### DATA SUPPLIED

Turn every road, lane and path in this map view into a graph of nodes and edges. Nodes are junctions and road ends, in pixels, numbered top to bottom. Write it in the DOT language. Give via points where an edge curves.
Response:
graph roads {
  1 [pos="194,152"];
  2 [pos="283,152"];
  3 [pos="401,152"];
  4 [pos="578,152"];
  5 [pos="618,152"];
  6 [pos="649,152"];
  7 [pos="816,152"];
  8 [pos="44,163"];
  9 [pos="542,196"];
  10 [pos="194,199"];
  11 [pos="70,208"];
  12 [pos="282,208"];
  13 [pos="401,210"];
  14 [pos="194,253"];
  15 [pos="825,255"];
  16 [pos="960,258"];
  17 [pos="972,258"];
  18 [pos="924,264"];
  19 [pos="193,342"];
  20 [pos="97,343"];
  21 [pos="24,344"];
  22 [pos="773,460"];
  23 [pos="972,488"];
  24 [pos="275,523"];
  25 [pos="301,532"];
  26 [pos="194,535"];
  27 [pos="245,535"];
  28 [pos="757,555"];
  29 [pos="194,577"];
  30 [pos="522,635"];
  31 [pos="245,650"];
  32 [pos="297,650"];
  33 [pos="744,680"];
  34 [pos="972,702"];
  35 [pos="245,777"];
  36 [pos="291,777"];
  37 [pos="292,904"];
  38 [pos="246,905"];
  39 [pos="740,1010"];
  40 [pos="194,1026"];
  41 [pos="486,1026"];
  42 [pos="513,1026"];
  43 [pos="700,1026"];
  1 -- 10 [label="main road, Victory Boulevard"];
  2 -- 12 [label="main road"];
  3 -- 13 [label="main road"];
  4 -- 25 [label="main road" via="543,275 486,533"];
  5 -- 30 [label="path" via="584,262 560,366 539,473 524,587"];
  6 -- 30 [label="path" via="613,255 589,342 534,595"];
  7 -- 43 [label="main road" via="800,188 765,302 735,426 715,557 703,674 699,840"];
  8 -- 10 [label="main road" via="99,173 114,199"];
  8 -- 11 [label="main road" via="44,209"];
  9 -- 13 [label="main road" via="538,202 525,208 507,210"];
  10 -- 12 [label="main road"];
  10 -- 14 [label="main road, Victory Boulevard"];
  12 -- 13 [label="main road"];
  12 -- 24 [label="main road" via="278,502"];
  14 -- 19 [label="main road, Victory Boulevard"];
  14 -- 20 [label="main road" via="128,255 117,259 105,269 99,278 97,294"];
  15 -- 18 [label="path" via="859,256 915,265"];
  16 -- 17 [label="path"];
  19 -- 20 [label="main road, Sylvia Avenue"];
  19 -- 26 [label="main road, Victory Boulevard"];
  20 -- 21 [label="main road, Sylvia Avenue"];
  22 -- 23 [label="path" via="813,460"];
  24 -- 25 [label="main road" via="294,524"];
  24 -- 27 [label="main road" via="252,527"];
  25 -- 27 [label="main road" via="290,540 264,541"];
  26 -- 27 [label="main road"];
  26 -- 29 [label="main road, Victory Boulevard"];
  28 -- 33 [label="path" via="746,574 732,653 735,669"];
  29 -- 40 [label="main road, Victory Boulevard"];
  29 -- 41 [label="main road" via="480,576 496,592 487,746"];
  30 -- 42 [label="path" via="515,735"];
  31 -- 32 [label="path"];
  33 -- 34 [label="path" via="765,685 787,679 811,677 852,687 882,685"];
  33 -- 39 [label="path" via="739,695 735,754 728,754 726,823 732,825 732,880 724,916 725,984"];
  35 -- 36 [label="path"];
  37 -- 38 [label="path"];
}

######

(EXERCISE PROMPT) Every line above in which the word "Sylvia" occurs is to be copied.

(ANSWER TO THIS EXERCISE)
  19 -- 20 [label="main road, Sylvia Avenue"];
  20 -- 21 [label="main road, Sylvia Avenue"];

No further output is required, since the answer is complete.